▸ **What the task requires**
Leave out the pictures and print the rest of the entries exactly as they stand.

▸ **Given data**
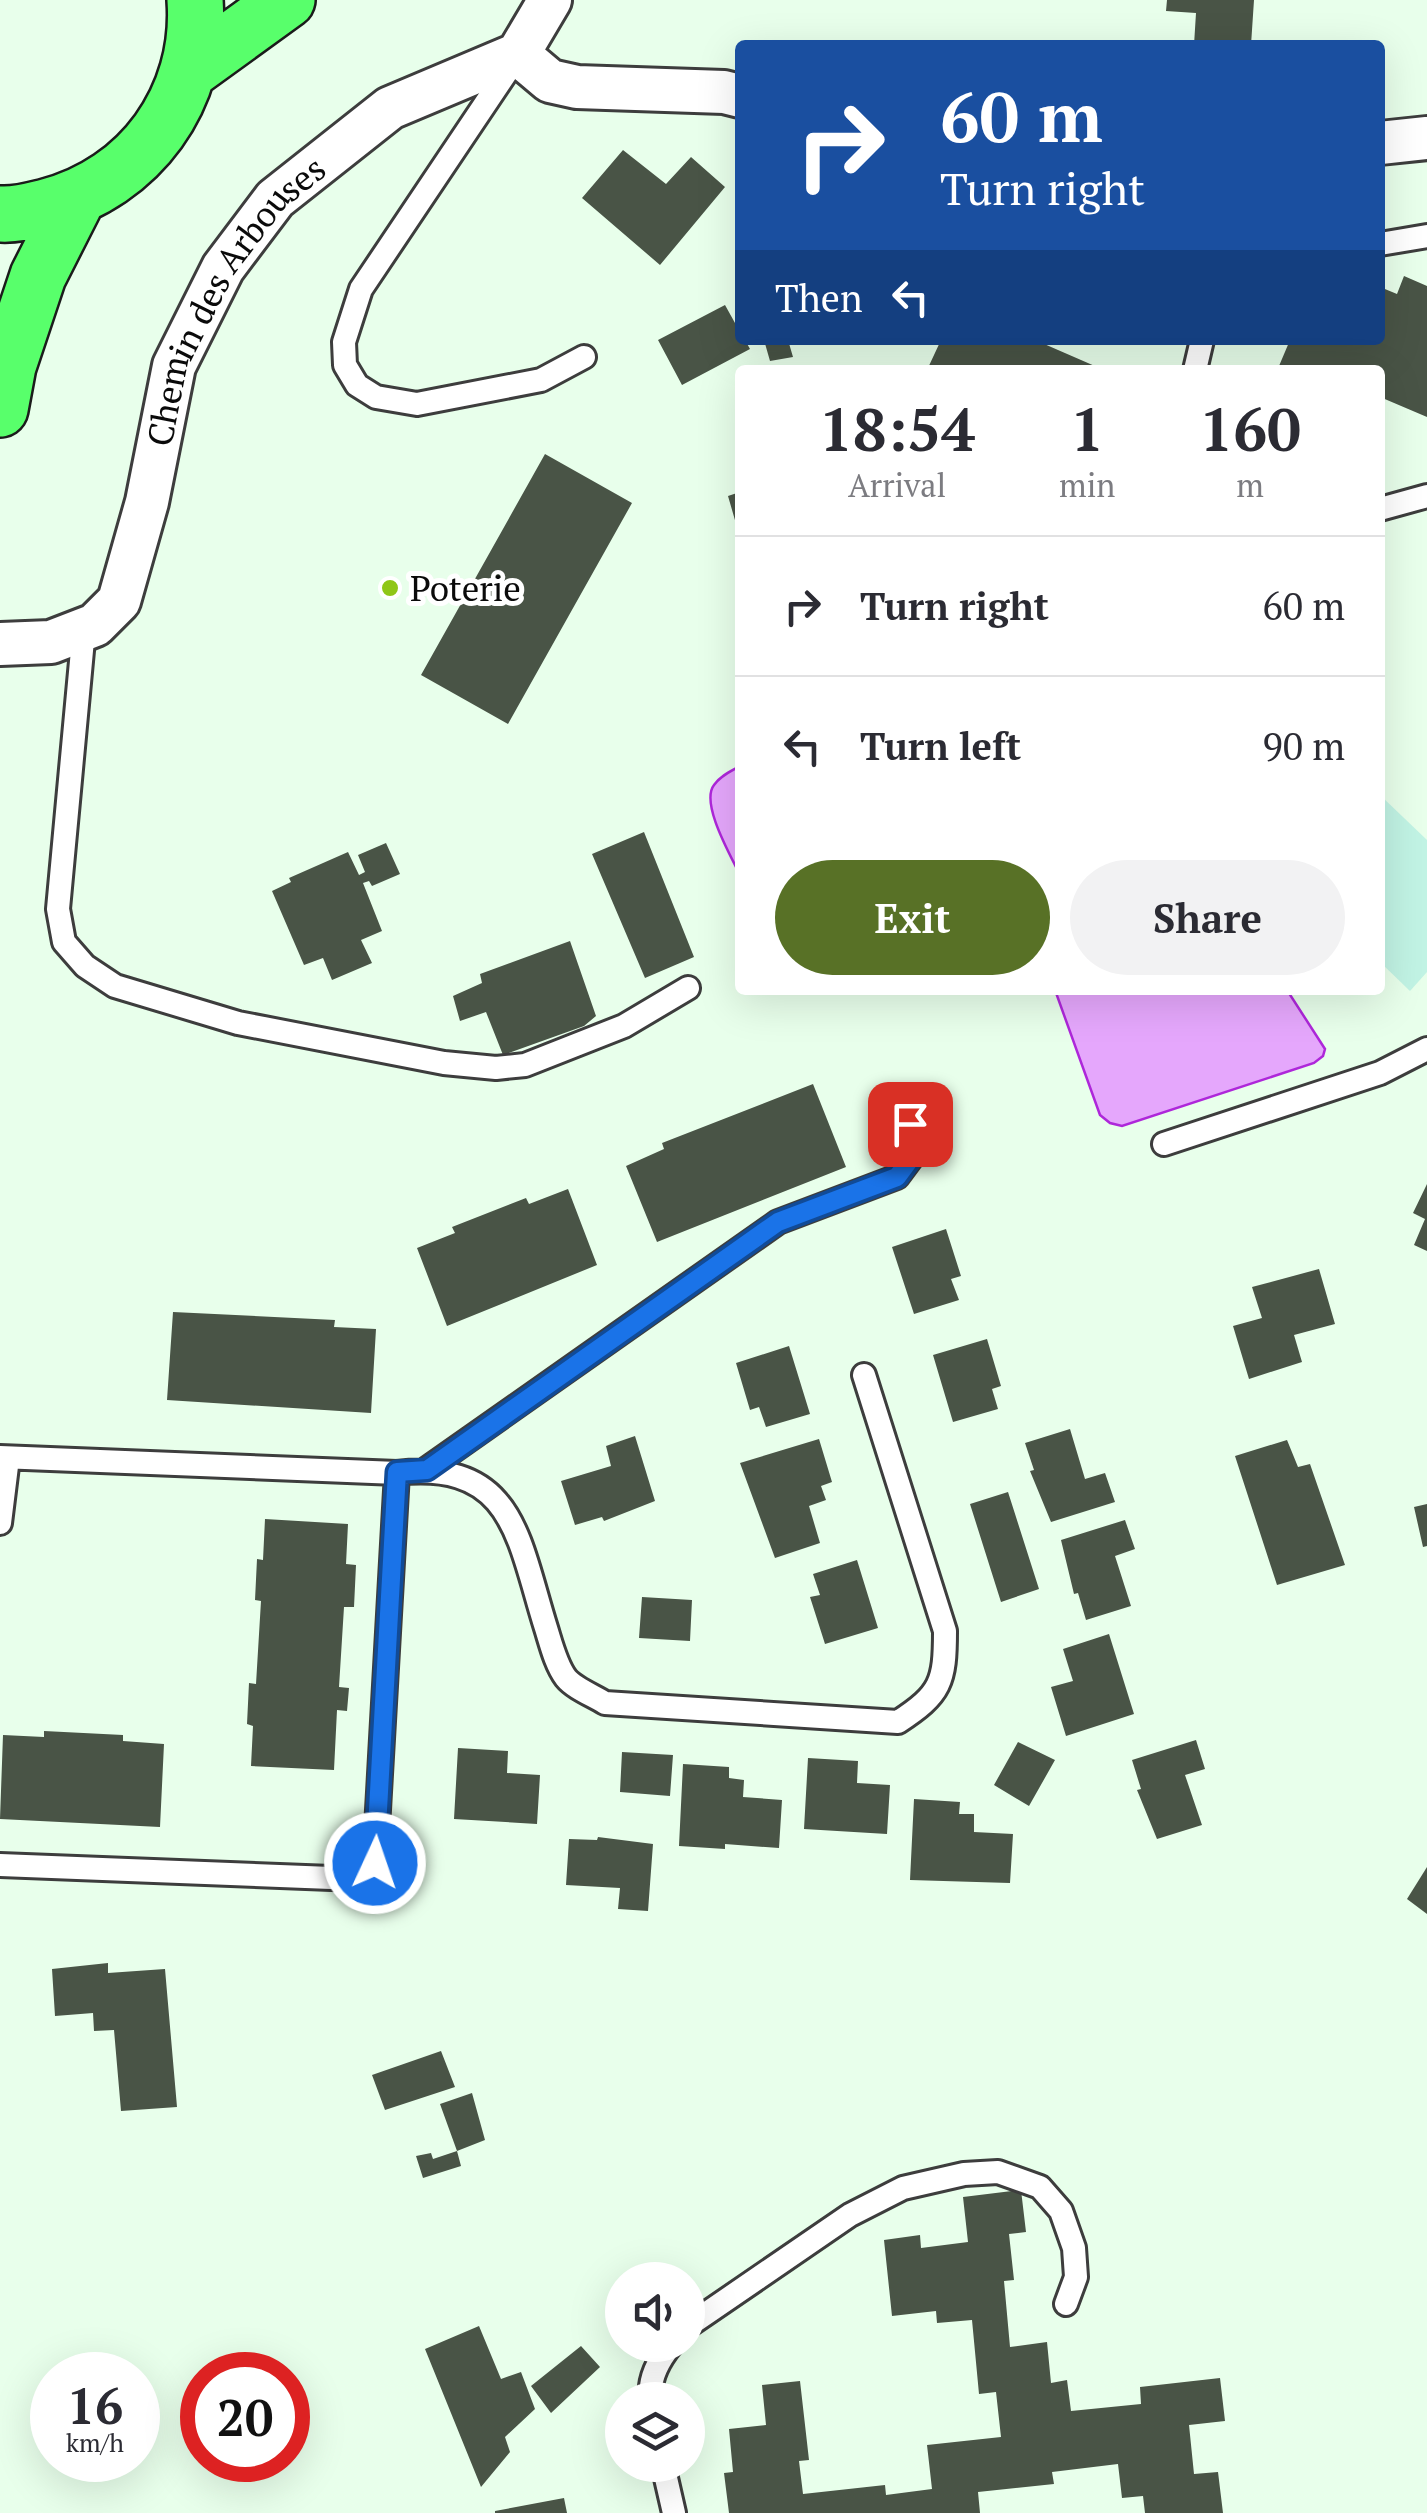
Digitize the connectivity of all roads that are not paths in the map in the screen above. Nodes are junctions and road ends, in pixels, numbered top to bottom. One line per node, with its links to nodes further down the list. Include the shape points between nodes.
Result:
1 (195, 0): 5 (main road)
2 (287, 0): 5 (main road)
3 (550, 0): 4 (street)
4 (518, 54): 6 (street, via 550,81 577,87); 13 (lane, via 361,289 344,342 345,365 357,386 376,397 417,404 542,380); 17 (street, Chemin des Arbouses, via 390,108 275,199 223,268 174,366 148,502 119,601)
5 (189, 71): 9 (main road, via 165,124 127,168)
6 (735, 95)
7 (1427, 138): 8 (street)
8 (1385, 142)
9 (77, 199): 10 (main road); 14 (main road, via 38,276)
10 (0, 214)
11 (1427, 236): 12 (lane)
12 (1385, 243)
13 (584, 358)
14 (0, 410)
15 (1427, 496): 16 (lane)
16 (1385, 508)
17 (84, 629): 18 (street, Chemin des Arbouses, via 51,642); 19 (lane, via 58,910 64,942 115,986 238,1023 496,1068 525,1065 624,1026)
18 (0, 644)
19 (688, 988)
20 (1427, 1049): 22 (lane, via 1380,1073)
21 (902, 1099): 25 (lane, via 917,1150 897,1177 778,1222)
22 (1164, 1144)
23 (864, 1375): 25 (lane, via 945,1631 944,1668 930,1701 898,1722 605,1703 567,1680 506,1509 474,1480)
24 (4, 1457): 26 (lane); 27 (lane)
25 (427, 1470): 26 (lane)
26 (397, 1472): 28 (lane, via 375,1863 358,1879)
27 (0, 1522)
28 (0, 1865)
29 (1066, 2304): 30 (lane, via 1076,2277 1062,2211 1040,2187 998,2172 903,2188 850,2215)
30 (705, 2314)
31 (667, 2482): 32 (lane)
32 (674, 2513)

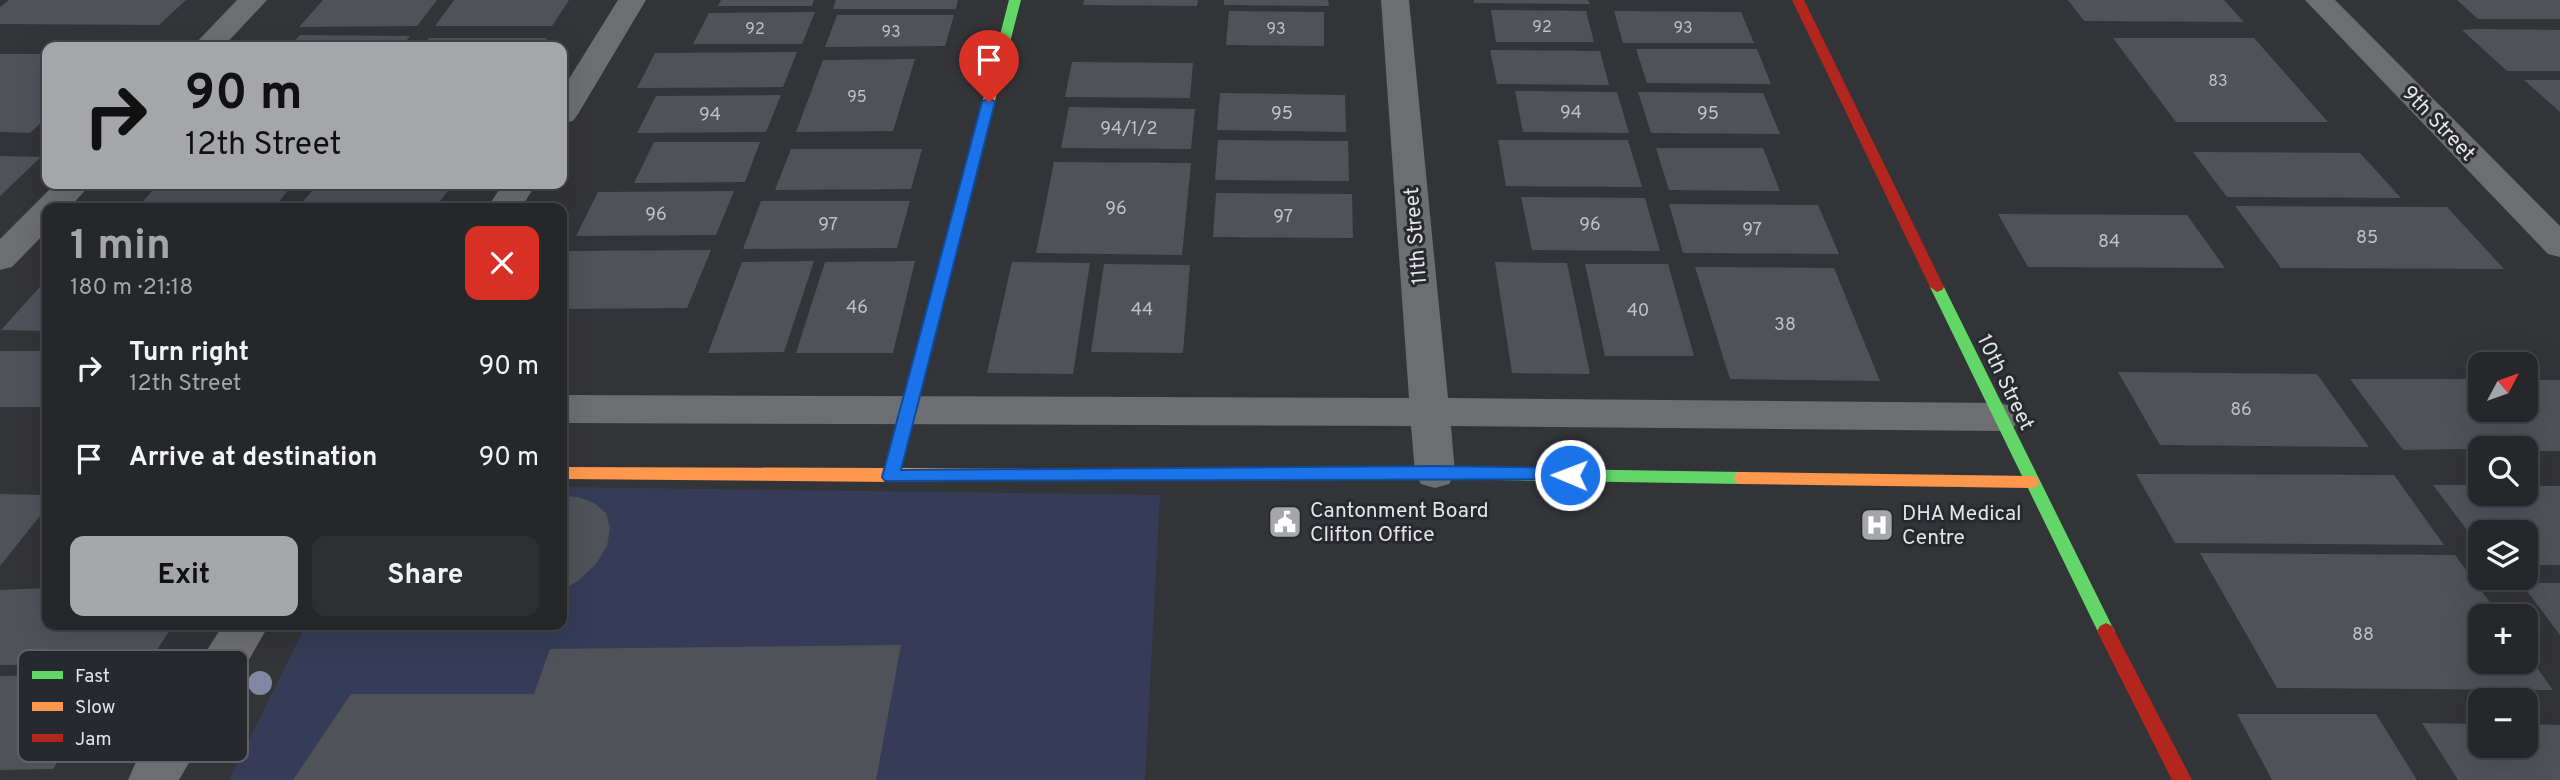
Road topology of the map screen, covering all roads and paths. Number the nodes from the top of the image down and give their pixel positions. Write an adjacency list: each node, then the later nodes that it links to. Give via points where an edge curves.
1 (253, 0): 7 (street)
2 (632, 0): 8 (street)
3 (1015, 0): 15 (street)
4 (1395, 0): 16 (street, 11th Street)
5 (1798, 0): 17 (street, 10th Street)
6 (2319, 0): 12 (street, 9th Street)
7 (212, 42)
8 (567, 106)
9 (69, 189): 10 (street)
10 (56, 203)
11 (42, 217): 13 (street)
12 (2560, 246)
13 (0, 260)
14 (567, 409): 15 (street)
15 (909, 409): 16 (street); 20 (street)
16 (1429, 412): 17 (street); 19 (street, 11th Street)
17 (2000, 417): 21 (street, 10th Street)
18 (567, 473): 20 (street)
19 (1435, 473): 20 (street); 21 (street)
20 (891, 477)
21 (2031, 482): 26 (street, 10th Street)
22 (244, 630): 23 (street)
23 (232, 650)
24 (163, 762): 25 (street)
25 (152, 780)
26 (2182, 780)

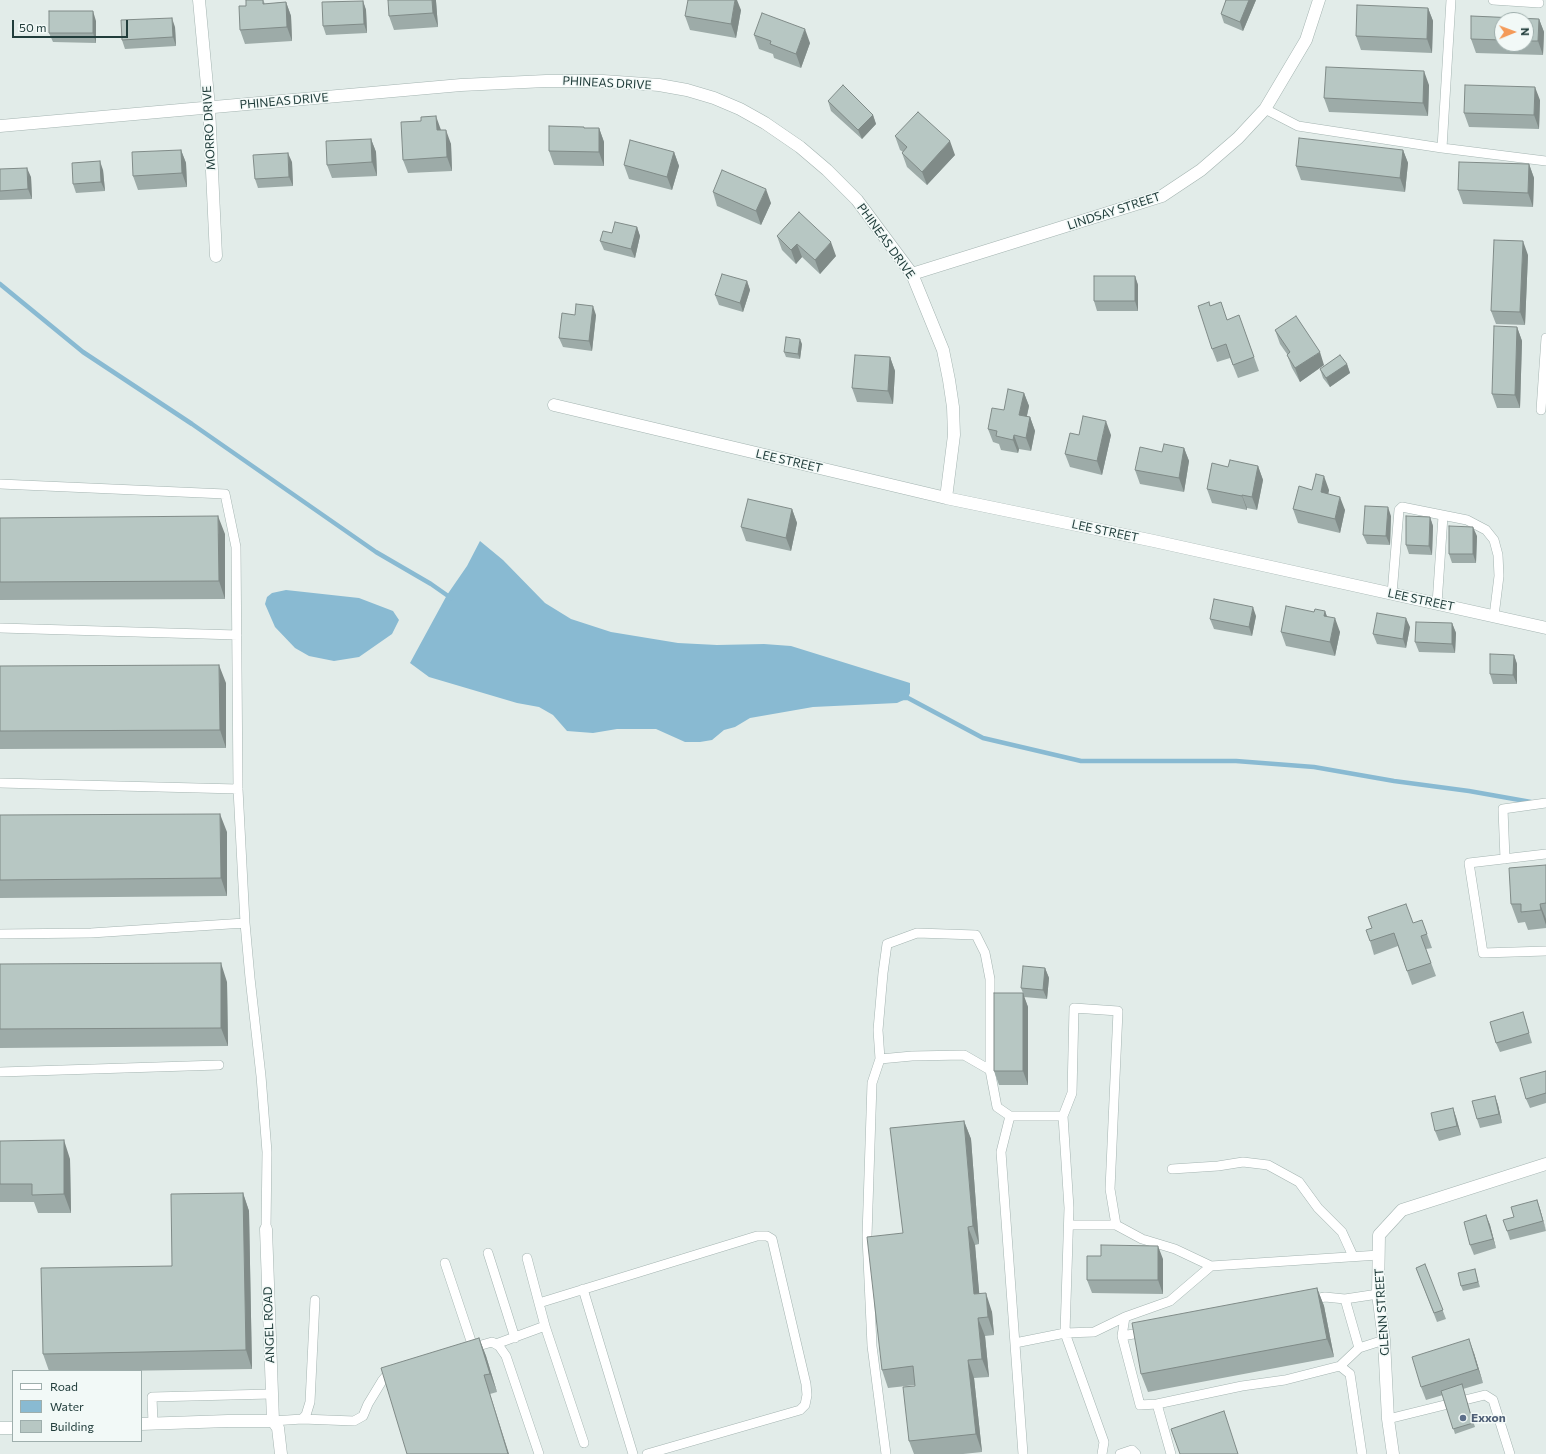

▸ **Answer area**
Digitize the connectivity of all roads that are not paths in the map in the screen above. Nodes are junctions and road ends, in pixels, numbered top to bottom. One line per node, with its links to nodes further down the list. Include the shape points between nodes.
Result:
1 (195, 0): 5 (main road)
2 (287, 0): 5 (main road)
3 (550, 0): 4 (street)
4 (518, 54): 6 (street, via 550,81 577,87); 13 (lane, via 361,289 344,342 345,365 357,386 376,397 417,404 542,380); 17 (street, Chemin des Arbouses, via 390,108 275,199 223,268 174,366 148,502 119,601)
5 (189, 71): 9 (main road, via 165,124 127,168)
6 (735, 95)
7 (1427, 138): 8 (street)
8 (1385, 142)
9 (77, 199): 10 (main road); 14 (main road, via 38,276)
10 (0, 214)
11 (1427, 236): 12 (lane)
12 (1385, 243)
13 (584, 358)
14 (0, 410)
15 (1427, 496): 16 (lane)
16 (1385, 508)
17 (84, 629): 18 (street, Chemin des Arbouses, via 51,642); 19 (lane, via 58,910 64,942 115,986 238,1023 496,1068 525,1065 624,1026)
18 (0, 644)
19 (688, 988)
20 (1427, 1049): 22 (lane, via 1380,1073)
21 (902, 1099): 25 (lane, via 917,1150 897,1177 778,1222)
22 (1164, 1144)
23 (864, 1375): 25 (lane, via 945,1631 944,1668 930,1701 898,1722 605,1703 567,1680 506,1509 474,1480)
24 (4, 1457): 26 (lane); 27 (lane)
25 (427, 1470): 26 (lane)
26 (397, 1472): 28 (lane, via 375,1863 358,1879)
27 (0, 1522)
28 (0, 1865)
29 (1066, 2304): 30 (lane, via 1076,2277 1062,2211 1040,2187 998,2172 903,2188 850,2215)
30 (705, 2314)
31 (667, 2482): 32 (lane)
32 (674, 2513)

Road topology of the map screen, covering all roads and paths. Number the nodes from the top of the image down and give their pixel positions. Write an adjacency list: each node, then the later nodes that it links to. Give via points where an edge curves.
1 (253, 0): 7 (street)
2 (632, 0): 8 (street)
3 (1015, 0): 15 (street)
4 (1395, 0): 16 (street, 11th Street)
5 (1798, 0): 17 (street, 10th Street)
6 (2319, 0): 12 (street, 9th Street)
7 (212, 42)
8 (567, 106)
9 (69, 189): 10 (street)
10 (56, 203)
11 (42, 217): 13 (street)
12 (2560, 246)
13 (0, 260)
14 (567, 409): 15 (street)
15 (909, 409): 16 (street); 20 (street)
16 (1429, 412): 17 (street); 19 (street, 11th Street)
17 (2000, 417): 21 (street, 10th Street)
18 (567, 473): 20 (street)
19 (1435, 473): 20 (street); 21 (street)
20 (891, 477)
21 (2031, 482): 26 (street, 10th Street)
22 (244, 630): 23 (street)
23 (232, 650)
24 (163, 762): 25 (street)
25 (152, 780)
26 (2182, 780)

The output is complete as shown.